Man mano che mia madre cresceva in età, sempre più doveva sostituire sua madre nei lavori domestici. Nonna Maria e zio Matteo, poco più che adolescente, dovevano aiutare il nonno in campagna, dove il lavoro era molto duro e occorreva molta forza fisica. Ricordo ancora il nonno mentre arava i campi con la mula e di tanto in tanto prendeva dalla tasca un grosso fazzoletto per asciugarsi il sudore. Così, mia madre dovette farsi carico, oltre che delle faccende domestiche, anche della cura dei fratelli minori, Lucia e Antonio. Quando nacque zia Lucia, nell’Aprile del 1947, mia madre, che all’epoca aveva nove anni e frequentava la quarta elementare, fu costretta a non andare più a scuola. Un’assenza che le fece perdere l’anno scolastico! Erano altri tempi.

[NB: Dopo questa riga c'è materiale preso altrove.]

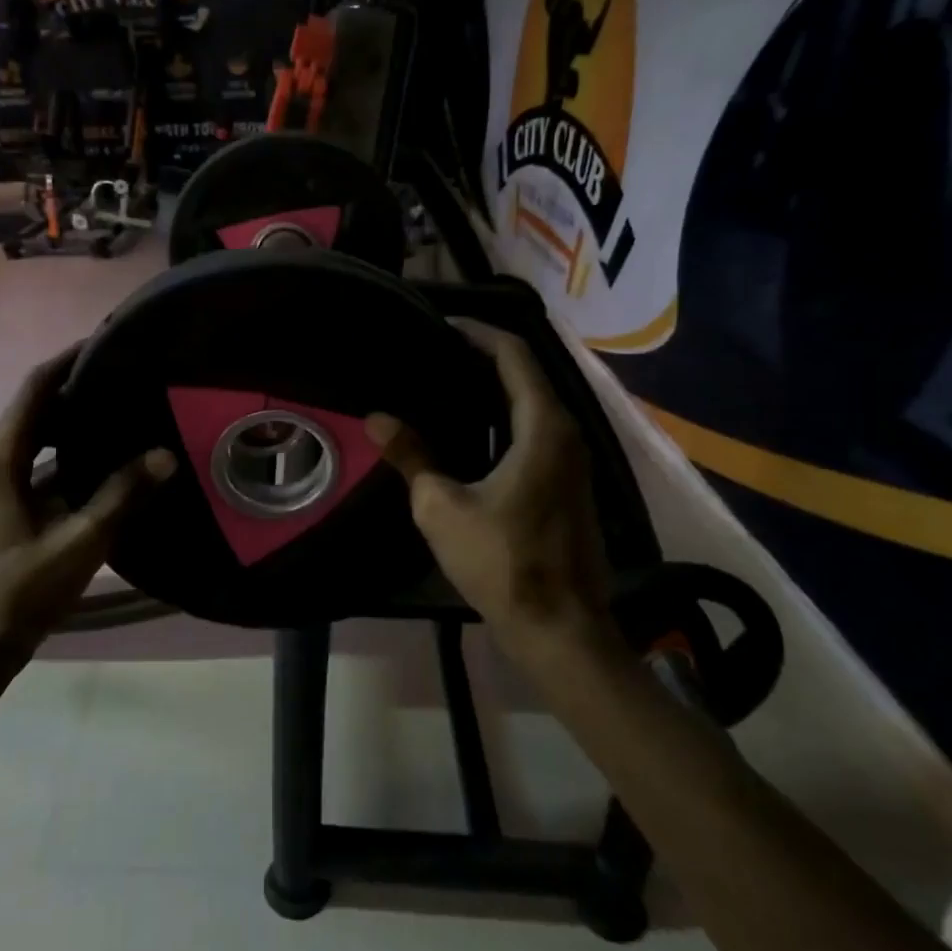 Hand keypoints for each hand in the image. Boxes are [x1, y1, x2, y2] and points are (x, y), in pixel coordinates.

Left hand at [0, 347, 174, 659]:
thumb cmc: (17, 593)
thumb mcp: (77, 544)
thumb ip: (121, 496)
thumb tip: (166, 454)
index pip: (36, 388)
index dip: (70, 358)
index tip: (110, 339)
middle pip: (36, 406)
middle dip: (77, 385)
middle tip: (128, 374)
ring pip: (37, 435)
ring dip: (73, 419)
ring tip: (122, 408)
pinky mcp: (3, 506)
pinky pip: (38, 461)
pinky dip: (67, 451)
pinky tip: (104, 461)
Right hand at [367, 321, 616, 672]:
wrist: (559, 628)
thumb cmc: (502, 562)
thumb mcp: (442, 507)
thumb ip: (411, 456)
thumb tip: (378, 418)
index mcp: (544, 427)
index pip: (514, 355)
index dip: (477, 332)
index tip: (440, 322)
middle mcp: (567, 433)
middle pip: (526, 375)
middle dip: (481, 357)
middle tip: (431, 352)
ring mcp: (574, 460)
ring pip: (532, 405)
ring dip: (492, 389)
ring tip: (443, 383)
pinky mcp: (569, 483)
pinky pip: (536, 431)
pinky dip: (503, 418)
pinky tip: (469, 430) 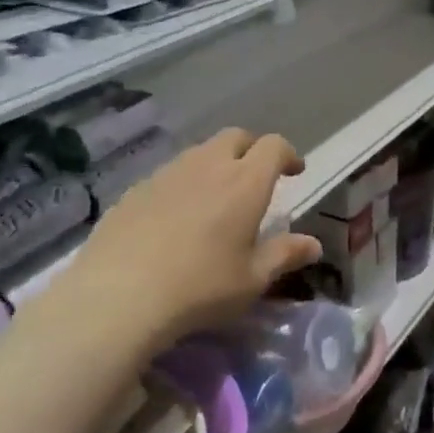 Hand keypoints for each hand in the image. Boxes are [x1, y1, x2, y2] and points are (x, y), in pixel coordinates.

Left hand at [57, 129, 322, 357]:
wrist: (120, 295)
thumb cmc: (201, 288)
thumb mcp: (253, 279)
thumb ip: (285, 255)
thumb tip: (313, 245)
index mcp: (245, 182)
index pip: (273, 147)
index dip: (287, 154)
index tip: (294, 172)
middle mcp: (208, 165)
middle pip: (235, 137)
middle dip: (251, 150)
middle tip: (256, 177)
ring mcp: (167, 173)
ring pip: (199, 152)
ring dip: (215, 164)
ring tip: (216, 197)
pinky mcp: (136, 189)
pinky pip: (169, 174)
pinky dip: (183, 184)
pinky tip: (175, 217) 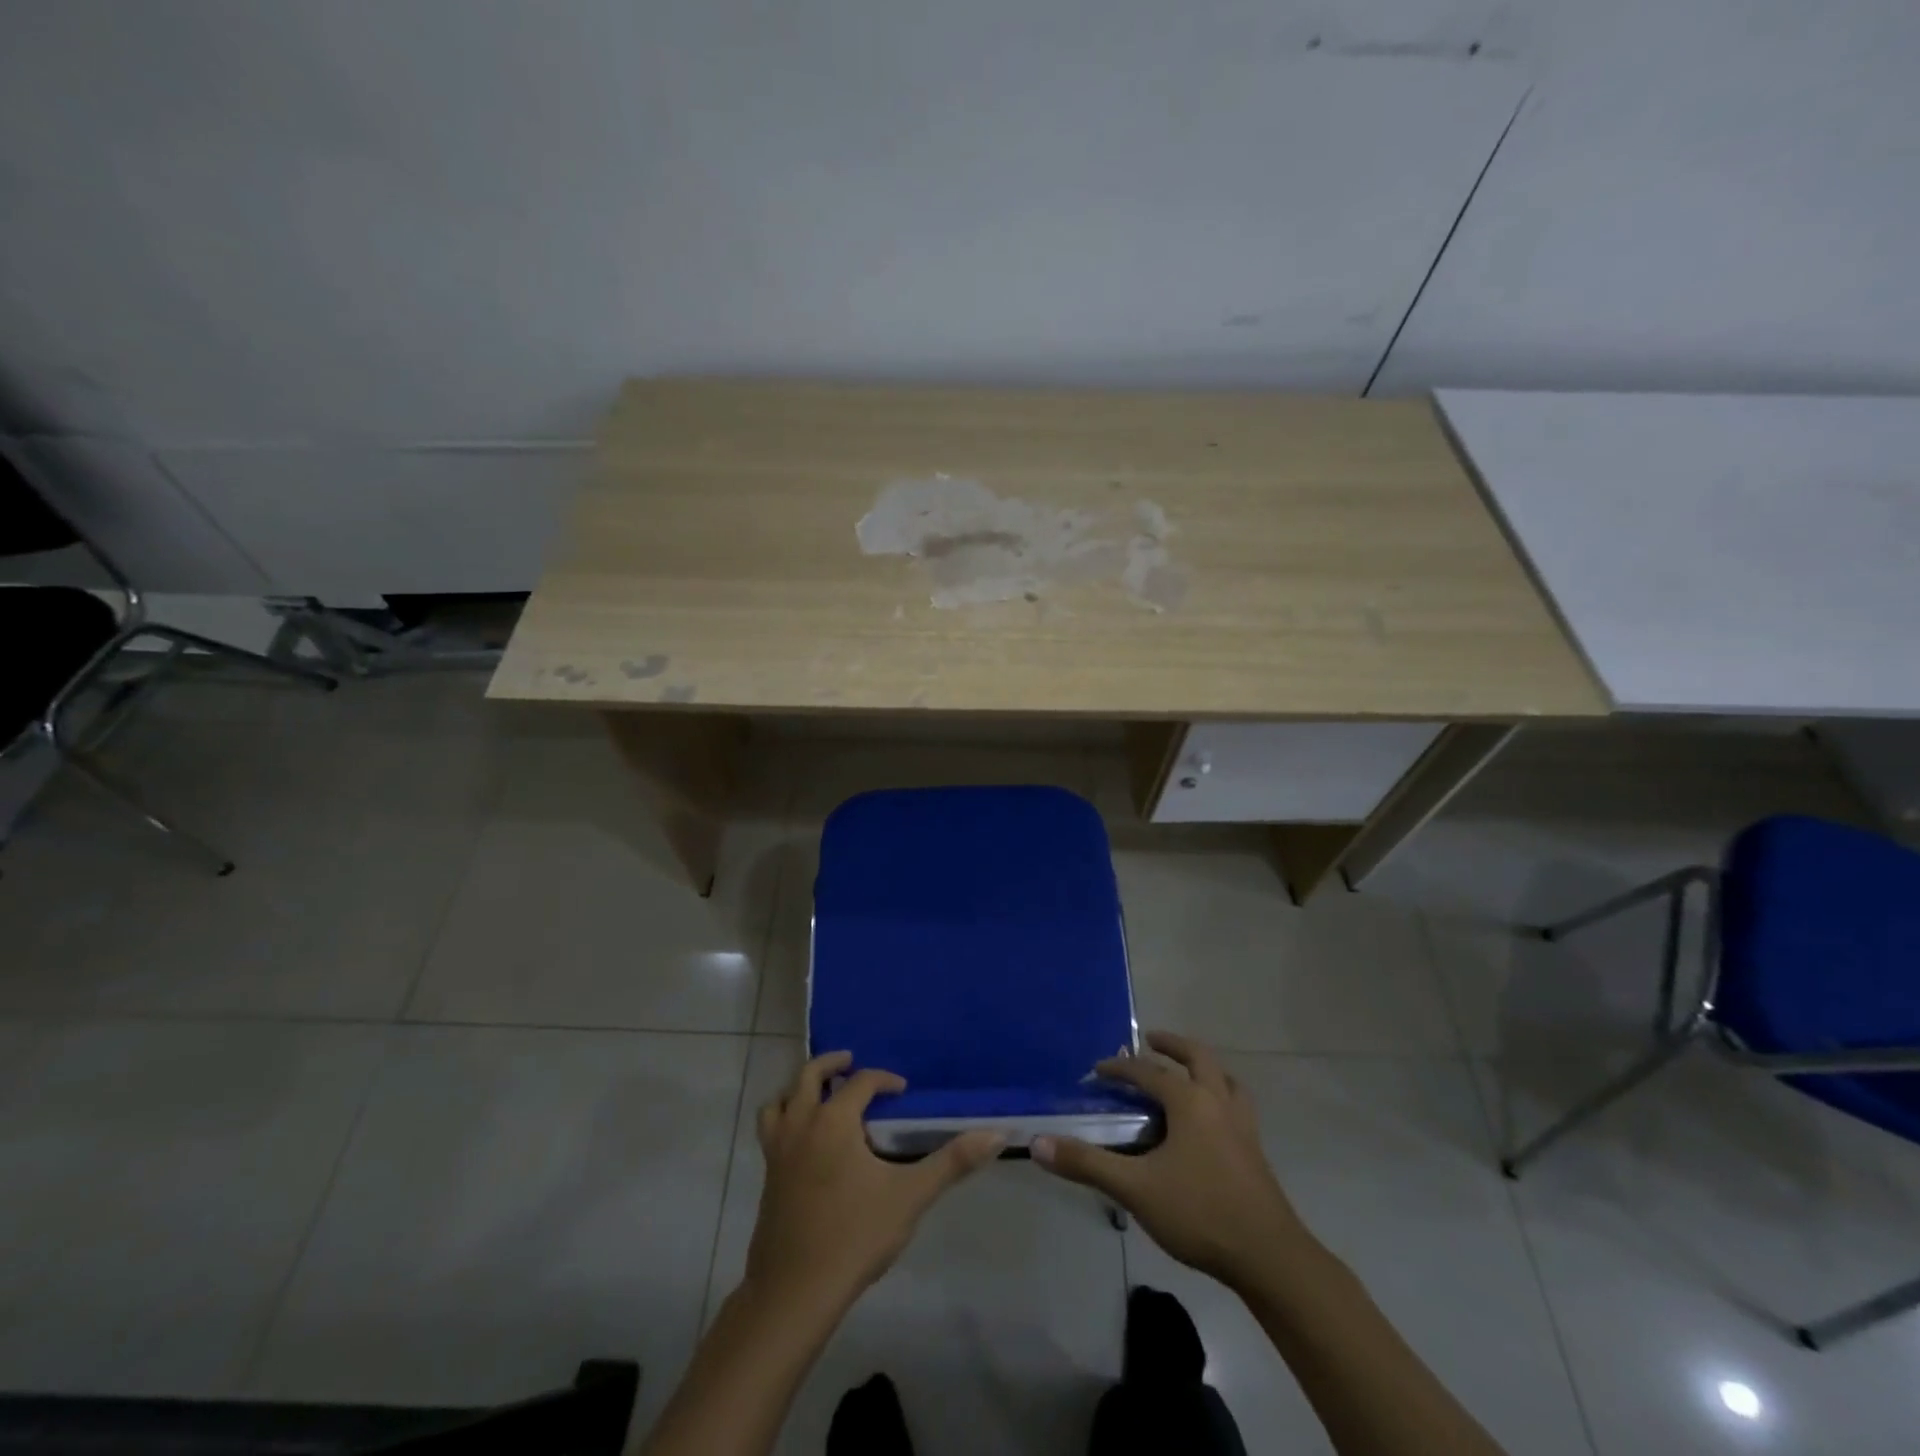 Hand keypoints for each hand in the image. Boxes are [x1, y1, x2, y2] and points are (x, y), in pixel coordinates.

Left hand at [745, 1050, 1002, 1313]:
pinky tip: (803, 1141)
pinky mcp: (766, 1176)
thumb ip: (952, 1162)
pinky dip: (784, 1118)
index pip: (861, 1082)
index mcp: (834, 1121)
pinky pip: (770, 1129)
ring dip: (799, 1088)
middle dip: (832, 1064)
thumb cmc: (855, 1236)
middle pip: (809, 1075)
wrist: (795, 1292)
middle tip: (850, 1062)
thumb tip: (996, 1134)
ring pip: (780, 1100)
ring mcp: (777, 1150)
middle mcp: (801, 1124)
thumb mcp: (910, 1196)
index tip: (902, 1089)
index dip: (883, 1080)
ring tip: (819, 1094)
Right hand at [1033, 1031, 1309, 1286]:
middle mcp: (1218, 1101)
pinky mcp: (1255, 1151)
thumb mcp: (1135, 1189)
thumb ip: (1087, 1164)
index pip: (1148, 1071)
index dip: (1119, 1067)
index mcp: (1190, 1101)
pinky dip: (1220, 1095)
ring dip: (1203, 1067)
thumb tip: (1039, 1143)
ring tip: (1186, 1072)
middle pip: (1197, 1056)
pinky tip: (1211, 1120)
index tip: (1097, 1070)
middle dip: (1172, 1045)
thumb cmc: (1200, 1213)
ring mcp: (1243, 1125)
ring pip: (1224, 1078)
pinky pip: (1236, 1105)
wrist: (1270, 1258)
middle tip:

Ritornando alla quotidianità, il pane si preparava in media ogni settimana, dipendeva dalle bocche da sfamare. Tutto cominciava il giorno prima quando la mamma andava dal fornaio per chiedere in prestito il lievito madre, che poi bisognava restituire, e concordava il turno dell’infornata. I ricordi di mia madre vanno ancora più indietro nel tempo, quando non c’era ancora il telefono per comunicare e il fornaio, ma più spesso la fornaia, notte tempo, era costretta a passare, casa per casa, ad avvertire le massaie che era giunto il momento di impastare. Non oso nemmeno immaginare la fatica di quelle persone, in un paese la cui illuminazione era insufficiente e la temperatura, specie in inverno, non era certo clemente. Per scaldarsi un po’ andavano in giro con un tizzone ardente in mano!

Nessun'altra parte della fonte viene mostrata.